In my view, as Competition Commissioner, the solution for the farmers will not be to organise cartels; it will be to become more efficient, and farmers have lots of possibilities open to them, in compliance with the competition rules under Article 101 of the Treaty, to increase their bargaining power, to improve the vertical integration of their activities and to be able to negotiate on a sound footing with the distribution chains or their intermediaries. We have excellent examples within the EU of these kinds of strategy for improving dynamism, efficiency and quality and improving bargaining power against other parts of the value chain.

I know that, on some occasions, farmers say they are not used to organising themselves into cooperatives or integrating themselves into a vertical chain. Nonetheless, I think this is the right way to go. There are also problems elsewhere along the chain but, according to our knowledge – which has improved over recent years with this analysis – these problems are better dealt with at national level by the national competition authorities. In fact, during the last few years, several national competition authorities have carried out sectoral studies and are adopting a lot of decisions to improve competition and improve the functioning of the value chain. All this is taking place from a competition point of view: there are also other structural policies that should help the whole sector to function better.
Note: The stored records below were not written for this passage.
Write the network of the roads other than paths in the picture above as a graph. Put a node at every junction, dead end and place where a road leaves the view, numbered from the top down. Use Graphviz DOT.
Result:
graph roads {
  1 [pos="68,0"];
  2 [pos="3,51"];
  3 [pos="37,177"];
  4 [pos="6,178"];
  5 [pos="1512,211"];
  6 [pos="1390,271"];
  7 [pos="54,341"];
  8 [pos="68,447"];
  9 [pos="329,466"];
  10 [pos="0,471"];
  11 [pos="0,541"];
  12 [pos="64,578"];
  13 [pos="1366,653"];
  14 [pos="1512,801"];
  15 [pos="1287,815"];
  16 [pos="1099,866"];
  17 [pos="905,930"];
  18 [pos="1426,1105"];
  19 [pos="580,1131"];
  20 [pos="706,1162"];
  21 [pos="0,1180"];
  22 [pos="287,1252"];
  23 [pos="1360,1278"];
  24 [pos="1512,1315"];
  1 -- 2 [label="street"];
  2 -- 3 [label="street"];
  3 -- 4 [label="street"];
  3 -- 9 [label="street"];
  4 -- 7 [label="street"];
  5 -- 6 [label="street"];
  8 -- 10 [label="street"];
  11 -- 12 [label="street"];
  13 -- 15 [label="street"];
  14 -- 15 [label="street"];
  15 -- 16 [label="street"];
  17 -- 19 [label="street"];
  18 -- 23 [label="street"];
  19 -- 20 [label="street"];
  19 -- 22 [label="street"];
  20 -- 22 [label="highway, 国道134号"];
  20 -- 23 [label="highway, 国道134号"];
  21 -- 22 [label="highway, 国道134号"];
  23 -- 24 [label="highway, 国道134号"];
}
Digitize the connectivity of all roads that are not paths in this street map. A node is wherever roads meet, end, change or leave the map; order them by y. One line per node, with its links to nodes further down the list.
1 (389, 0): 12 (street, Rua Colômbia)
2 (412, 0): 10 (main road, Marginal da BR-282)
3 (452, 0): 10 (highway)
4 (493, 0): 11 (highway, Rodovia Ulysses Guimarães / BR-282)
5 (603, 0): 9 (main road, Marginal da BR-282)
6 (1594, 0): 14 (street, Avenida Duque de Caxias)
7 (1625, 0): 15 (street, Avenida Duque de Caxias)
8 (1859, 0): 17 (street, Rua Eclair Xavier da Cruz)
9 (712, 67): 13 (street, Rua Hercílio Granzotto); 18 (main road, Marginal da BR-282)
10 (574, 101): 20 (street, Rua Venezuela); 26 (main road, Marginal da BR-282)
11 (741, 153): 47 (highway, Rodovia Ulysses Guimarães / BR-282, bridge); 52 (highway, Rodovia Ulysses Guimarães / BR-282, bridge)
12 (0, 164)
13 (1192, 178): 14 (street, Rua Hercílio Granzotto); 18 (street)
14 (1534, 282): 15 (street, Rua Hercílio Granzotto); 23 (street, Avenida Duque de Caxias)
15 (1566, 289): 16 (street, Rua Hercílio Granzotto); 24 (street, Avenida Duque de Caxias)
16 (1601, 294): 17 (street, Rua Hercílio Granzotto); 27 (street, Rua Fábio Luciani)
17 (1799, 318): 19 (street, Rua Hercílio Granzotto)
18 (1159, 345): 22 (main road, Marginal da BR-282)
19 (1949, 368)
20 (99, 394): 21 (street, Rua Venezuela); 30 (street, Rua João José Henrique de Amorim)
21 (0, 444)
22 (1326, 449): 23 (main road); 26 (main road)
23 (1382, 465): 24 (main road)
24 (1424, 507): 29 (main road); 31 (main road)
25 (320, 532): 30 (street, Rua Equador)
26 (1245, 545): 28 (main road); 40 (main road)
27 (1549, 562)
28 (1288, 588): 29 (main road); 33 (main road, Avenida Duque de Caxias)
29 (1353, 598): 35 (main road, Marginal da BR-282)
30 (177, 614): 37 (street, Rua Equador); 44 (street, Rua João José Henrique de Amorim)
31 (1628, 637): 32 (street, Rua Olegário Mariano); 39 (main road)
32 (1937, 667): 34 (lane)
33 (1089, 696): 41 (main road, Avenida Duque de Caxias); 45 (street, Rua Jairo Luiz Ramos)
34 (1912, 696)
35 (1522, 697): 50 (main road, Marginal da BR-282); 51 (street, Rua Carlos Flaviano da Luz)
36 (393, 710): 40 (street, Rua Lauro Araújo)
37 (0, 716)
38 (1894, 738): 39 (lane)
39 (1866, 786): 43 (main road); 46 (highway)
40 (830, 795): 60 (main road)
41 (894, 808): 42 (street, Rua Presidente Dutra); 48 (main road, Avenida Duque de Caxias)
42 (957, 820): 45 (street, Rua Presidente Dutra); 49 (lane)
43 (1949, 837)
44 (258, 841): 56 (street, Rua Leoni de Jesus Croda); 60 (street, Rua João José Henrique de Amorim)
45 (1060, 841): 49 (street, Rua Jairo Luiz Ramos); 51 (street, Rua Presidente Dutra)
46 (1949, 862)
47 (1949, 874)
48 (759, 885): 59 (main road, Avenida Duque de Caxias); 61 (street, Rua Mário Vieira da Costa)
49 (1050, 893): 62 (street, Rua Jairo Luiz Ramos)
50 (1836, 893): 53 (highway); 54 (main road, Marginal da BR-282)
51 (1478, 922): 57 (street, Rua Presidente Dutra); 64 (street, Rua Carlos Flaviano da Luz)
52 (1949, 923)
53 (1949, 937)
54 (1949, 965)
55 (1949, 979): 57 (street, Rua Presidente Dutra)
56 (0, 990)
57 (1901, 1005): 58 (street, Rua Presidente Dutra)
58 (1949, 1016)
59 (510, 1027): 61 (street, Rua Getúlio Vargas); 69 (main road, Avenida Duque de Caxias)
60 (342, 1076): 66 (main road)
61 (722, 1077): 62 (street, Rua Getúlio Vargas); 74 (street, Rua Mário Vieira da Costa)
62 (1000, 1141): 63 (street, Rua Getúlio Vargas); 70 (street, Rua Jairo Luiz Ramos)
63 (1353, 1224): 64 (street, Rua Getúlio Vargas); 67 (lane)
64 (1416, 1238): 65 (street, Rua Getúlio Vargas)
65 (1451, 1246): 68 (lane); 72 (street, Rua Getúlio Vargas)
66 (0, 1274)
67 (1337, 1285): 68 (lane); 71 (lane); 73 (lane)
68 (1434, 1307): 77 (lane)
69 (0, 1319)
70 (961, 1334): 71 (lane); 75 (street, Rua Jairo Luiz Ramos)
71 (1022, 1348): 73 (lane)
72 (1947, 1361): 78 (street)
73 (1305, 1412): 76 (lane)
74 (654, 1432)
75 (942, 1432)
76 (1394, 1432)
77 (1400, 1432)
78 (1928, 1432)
At the end of the day, we need to protect farmers and we need to consider consumers. These are the two ends of the value chain, and both extremes of the value chain should put pressure on all the authorities concerned, so that we can deal with the problems we are finding at intermediate stages along the chain. So far, from the competition point of view, our work in this sector in recent years has not had an EU dimension. However, many of the competition authorities at national level are doing a very good job, and in our report next autumn I hope to show you how the European competition network, through the national competition authorities, is contributing to the solutions you are seeking with your question.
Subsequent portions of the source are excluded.